With the TLIF, surgery is performed much like an extended PLIF. The surgery involves expanding the disc space by removing an entire facet joint. PLIF, however, involves gaining access by removing only a portion of the joint on the side of the spine.

Anterior Lumbar Interbody Fusion

Some surgeons access the disc space through an incision in the abdomen, which isollif_featured called the anterior lumbar interbody fusion (ALIF). The anterior approach affords the best exposure of the disc space and allows a large device for the fusion, which increases the surface area for fusion to set up and allows for better post-operative stability. This approach also has reduced risk for deformity caused by isthmic spondylolisthesis.

A few risks associated with the ALIF approach include:

  • Great vessel injury – The aorta and vena cava lie in the front of the spine, and there is a low risk for vessel injury.
  • Retrograde ejaculation – For men, there is a slight risk of ejaculation problems, but the risks is very low.
  • Infection – There is a slightly higher risk for infection with ALIF, since the procedure requires an incision at the back and the abdomen.

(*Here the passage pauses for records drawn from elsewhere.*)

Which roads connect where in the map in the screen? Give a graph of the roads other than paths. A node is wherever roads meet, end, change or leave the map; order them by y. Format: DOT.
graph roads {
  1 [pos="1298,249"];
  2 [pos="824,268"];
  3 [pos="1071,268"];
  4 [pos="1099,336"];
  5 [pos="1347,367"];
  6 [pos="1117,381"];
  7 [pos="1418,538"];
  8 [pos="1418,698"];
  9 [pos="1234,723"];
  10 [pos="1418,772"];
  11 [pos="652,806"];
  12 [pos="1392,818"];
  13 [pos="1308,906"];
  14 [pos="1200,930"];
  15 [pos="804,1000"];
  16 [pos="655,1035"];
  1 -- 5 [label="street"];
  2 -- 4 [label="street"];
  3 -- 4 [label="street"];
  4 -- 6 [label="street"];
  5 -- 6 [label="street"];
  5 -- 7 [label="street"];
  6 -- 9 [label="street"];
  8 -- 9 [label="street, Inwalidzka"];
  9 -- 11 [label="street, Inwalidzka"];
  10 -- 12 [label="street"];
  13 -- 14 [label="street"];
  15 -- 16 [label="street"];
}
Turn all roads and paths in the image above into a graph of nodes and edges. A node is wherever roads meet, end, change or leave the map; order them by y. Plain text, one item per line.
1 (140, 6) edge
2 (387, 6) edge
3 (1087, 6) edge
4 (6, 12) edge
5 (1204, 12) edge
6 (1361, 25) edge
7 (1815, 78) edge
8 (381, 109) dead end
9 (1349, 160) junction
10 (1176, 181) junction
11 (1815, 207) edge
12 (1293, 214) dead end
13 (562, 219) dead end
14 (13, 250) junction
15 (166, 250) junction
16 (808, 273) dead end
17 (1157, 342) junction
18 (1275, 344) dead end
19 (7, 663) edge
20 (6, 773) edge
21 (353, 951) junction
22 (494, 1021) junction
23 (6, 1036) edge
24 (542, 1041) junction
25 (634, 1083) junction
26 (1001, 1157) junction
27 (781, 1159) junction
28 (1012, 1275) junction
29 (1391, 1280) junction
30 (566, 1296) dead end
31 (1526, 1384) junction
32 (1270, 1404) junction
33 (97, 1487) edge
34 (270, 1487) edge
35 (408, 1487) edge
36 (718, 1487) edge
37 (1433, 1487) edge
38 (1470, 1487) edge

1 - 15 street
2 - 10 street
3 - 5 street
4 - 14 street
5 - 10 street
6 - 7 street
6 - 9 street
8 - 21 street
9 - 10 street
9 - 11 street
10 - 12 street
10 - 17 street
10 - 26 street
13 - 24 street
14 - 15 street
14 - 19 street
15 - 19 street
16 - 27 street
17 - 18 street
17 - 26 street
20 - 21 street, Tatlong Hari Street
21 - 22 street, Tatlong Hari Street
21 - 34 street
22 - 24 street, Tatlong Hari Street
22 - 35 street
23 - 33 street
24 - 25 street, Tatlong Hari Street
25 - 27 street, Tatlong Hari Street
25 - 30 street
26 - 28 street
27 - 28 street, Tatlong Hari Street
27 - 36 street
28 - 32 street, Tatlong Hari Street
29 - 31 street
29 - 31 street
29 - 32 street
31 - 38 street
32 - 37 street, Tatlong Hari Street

Anterior/Posterior Lumbar Fusion

With the anterior-posterior fusion procedure, the surgeon makes an incision in the abdomen to remove the disc and place the bone graft where the material was removed, and then makes a separate incision in the back so as to affix the pedicle and bone graft. This approach involves less trauma to the muscles, but can be associated with increased blood loss.

Which procedure is best?

All procedures have advantages and disadvantages for fusing the spine. When transforaminal lumbar interbody fusion was compared to the posterior approach, researchers found that TLIF had a decreased potential for neurological injury, preservation of posterior spinal column integrity, and improved lordotic alignment.

The authors review and compare posterior lumbar interbody fusion (PLIF) with transforaminal lumbar interbody fusion (TLIF). A review of the literature is performed wherein the history, indications for surgery, surgical procedures with their respective biomechanical advantages, potential complications, and grafting substances are presented.

Along with the technical advancements and improvements in grafting substances, the indications and use of PLIF and TLIF have increased. The rate of arthrodesis has been shown to increase given placement of bone graft along the weight-bearing axis. The fusion rate across the disc space is further enhanced with the placement of posterior pedicle screw–rod constructs and the application of an osteoinductive material.

The chief advantages of the TLIF procedure compared with the PLIF procedure included a decrease in potential neurological injury, improvement in lordotic alignment given graft placement within the anterior column, and preservation of posterior column integrity through minimizing lamina, facet, and pars dissection.

Resources

Cole CD, McCall TD, Schmidt MH, & Dailey AT (2009). Comparison of low back fusion techniques: transforaminal lumbar interbody fusion (TLIF) or posterior lumbar interbody fusion (PLIF) approaches. Curr Rev Musculoskelet Med, 2(2), 118-126.